→ WHAT YOU HAVE TO DO:
Word for word, transcribe the data below from the line with "rgb(0x111111);" to the line with "rgb(0xeeeeee);", keeping both of those lines.

----- RECORDS SHOWN -----

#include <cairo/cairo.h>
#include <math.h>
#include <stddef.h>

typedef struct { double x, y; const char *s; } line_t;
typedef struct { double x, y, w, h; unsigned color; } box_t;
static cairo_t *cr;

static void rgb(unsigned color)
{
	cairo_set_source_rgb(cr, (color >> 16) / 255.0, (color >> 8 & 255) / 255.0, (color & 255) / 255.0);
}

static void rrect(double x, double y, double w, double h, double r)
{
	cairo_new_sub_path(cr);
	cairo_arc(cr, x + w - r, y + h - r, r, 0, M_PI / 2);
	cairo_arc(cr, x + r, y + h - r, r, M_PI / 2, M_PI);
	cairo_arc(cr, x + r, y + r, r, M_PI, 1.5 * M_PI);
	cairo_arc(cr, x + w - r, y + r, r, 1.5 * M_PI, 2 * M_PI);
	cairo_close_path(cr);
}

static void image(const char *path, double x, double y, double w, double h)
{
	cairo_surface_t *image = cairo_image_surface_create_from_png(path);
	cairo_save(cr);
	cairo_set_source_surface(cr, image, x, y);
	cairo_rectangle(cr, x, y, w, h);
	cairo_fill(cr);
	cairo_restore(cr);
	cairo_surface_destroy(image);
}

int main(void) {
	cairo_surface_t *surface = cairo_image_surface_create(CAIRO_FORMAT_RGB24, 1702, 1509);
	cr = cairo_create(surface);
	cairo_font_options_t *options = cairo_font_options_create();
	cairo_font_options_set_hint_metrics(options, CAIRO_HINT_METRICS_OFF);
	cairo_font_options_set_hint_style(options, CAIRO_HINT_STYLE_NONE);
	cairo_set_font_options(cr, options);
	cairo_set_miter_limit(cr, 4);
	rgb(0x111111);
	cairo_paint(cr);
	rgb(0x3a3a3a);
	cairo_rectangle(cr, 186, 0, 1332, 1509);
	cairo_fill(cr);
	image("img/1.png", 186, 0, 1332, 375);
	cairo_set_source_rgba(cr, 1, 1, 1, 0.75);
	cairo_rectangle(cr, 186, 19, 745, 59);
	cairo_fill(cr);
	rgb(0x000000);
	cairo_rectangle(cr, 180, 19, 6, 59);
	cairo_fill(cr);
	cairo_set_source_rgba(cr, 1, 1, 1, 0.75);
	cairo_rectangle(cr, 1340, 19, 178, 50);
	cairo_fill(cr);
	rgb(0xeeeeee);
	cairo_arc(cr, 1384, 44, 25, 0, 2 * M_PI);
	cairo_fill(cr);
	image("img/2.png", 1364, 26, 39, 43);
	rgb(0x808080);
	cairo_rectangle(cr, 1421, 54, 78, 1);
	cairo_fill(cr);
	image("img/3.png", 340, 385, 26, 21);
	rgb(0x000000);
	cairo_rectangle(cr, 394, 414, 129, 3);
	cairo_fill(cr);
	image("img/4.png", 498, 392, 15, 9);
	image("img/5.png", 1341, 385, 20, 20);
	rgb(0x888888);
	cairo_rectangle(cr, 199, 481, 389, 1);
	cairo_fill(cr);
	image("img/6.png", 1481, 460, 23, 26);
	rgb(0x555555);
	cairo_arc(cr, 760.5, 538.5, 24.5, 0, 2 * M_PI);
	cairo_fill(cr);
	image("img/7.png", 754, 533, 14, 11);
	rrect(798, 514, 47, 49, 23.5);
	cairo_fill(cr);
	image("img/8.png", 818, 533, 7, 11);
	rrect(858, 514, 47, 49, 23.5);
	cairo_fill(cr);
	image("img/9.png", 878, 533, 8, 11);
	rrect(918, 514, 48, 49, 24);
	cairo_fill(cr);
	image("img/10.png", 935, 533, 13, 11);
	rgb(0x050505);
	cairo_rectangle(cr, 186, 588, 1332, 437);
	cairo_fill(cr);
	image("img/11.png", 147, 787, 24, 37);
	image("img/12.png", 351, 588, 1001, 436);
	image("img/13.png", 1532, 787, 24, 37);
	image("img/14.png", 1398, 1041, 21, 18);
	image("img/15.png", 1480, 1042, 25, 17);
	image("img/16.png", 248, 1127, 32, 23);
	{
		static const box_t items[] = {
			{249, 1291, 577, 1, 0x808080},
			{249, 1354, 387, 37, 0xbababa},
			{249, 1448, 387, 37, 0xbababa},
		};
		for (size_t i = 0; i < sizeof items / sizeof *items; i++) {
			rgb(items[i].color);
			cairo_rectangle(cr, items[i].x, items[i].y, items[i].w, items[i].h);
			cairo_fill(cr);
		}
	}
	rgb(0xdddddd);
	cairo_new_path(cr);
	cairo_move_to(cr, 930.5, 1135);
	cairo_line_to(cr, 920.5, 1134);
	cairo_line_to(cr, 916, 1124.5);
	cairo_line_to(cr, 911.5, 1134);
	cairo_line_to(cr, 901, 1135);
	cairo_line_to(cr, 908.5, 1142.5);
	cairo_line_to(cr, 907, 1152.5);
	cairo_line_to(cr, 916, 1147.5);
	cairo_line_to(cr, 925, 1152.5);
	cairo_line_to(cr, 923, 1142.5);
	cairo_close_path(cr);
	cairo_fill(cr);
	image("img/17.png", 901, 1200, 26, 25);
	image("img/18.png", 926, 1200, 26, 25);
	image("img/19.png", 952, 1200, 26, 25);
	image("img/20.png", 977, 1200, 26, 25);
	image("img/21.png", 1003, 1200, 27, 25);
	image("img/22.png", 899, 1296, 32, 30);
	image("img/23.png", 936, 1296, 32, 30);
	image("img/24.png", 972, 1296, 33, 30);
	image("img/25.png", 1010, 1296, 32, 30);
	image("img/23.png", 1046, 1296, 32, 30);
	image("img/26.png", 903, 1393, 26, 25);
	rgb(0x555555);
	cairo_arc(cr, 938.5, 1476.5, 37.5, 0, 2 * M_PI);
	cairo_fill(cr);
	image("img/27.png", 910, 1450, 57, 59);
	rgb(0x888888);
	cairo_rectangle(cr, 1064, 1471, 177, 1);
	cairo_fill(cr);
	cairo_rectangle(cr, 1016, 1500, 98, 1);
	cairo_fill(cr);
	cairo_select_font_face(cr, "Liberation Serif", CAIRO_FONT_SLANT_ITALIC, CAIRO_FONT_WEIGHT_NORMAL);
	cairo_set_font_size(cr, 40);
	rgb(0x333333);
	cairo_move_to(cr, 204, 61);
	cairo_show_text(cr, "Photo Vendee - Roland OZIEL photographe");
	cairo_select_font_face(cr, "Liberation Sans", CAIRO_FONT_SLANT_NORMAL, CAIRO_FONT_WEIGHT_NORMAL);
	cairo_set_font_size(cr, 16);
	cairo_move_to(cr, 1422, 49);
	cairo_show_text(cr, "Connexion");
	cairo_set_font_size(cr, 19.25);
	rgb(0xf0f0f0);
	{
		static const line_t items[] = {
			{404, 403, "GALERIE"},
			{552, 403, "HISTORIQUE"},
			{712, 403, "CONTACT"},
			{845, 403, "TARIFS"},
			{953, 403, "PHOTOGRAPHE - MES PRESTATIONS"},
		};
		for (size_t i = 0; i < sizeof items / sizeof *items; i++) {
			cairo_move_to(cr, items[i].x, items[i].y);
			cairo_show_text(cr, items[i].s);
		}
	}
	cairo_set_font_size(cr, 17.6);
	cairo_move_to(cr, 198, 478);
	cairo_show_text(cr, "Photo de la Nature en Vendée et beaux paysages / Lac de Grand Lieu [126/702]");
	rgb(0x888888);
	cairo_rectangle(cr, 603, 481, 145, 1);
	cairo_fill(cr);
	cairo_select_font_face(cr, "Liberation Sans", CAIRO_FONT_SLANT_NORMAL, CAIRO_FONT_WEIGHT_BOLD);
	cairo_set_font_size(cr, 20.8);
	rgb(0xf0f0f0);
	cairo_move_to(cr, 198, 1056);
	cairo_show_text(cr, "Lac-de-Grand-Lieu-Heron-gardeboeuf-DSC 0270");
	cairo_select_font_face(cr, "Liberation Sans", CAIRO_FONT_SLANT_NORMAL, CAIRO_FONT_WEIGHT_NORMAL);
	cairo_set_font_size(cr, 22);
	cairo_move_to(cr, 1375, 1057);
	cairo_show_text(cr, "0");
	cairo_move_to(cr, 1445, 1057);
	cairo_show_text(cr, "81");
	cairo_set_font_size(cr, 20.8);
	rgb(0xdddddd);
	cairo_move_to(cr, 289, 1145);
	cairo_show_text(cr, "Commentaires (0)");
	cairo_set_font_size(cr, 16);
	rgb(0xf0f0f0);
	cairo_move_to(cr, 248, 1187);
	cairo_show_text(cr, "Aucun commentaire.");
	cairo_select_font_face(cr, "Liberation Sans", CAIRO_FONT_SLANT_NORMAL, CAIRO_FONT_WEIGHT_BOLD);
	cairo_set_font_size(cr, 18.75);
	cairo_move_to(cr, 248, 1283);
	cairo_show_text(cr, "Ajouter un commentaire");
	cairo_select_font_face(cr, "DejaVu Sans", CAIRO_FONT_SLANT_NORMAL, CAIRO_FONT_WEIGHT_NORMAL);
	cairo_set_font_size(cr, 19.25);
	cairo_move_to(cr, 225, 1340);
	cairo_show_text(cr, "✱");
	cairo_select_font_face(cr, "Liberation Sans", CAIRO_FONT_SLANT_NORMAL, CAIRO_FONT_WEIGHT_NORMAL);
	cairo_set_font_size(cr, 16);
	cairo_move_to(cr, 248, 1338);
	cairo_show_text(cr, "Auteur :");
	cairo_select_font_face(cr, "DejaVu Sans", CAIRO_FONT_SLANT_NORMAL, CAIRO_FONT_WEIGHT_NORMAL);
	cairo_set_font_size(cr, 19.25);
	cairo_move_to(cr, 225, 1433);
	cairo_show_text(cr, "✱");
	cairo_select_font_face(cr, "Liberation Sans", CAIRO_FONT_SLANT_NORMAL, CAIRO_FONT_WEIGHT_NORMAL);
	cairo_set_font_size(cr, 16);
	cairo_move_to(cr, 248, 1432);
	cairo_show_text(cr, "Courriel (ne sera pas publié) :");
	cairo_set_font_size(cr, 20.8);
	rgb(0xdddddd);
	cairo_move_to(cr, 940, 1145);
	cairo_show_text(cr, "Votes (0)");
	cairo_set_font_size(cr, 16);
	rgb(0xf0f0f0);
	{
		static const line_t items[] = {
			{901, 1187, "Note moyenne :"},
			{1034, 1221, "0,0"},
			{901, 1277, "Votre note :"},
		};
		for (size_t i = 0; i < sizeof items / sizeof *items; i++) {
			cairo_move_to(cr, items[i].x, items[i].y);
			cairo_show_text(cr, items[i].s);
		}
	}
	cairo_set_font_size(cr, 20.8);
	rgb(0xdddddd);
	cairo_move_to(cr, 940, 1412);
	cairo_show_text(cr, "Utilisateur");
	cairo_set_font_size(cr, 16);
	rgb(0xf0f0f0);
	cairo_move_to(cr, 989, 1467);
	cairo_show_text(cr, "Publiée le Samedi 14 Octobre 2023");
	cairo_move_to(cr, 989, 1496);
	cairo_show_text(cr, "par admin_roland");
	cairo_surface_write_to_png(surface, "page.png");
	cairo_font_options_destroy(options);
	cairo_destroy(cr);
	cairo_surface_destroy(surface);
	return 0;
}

-----

→ FINISHED EXERCISE:
	rgb(0x111111);
	cairo_paint(cr);
	rgb(0x3a3a3a);
	cairo_rectangle(cr, 186, 0, 1332, 1509);
	cairo_fill(cr);
	image("img/1.png", 186, 0, 1332, 375);
	cairo_set_source_rgba(cr, 1, 1, 1, 0.75);
	cairo_rectangle(cr, 186, 19, 745, 59);
	cairo_fill(cr);
	rgb(0x000000);
	cairo_rectangle(cr, 180, 19, 6, 59);
	cairo_fill(cr);
	cairo_set_source_rgba(cr, 1, 1, 1, 0.75);
	cairo_rectangle(cr, 1340, 19, 178, 50);
	cairo_fill(cr);
	rgb(0xeeeeee);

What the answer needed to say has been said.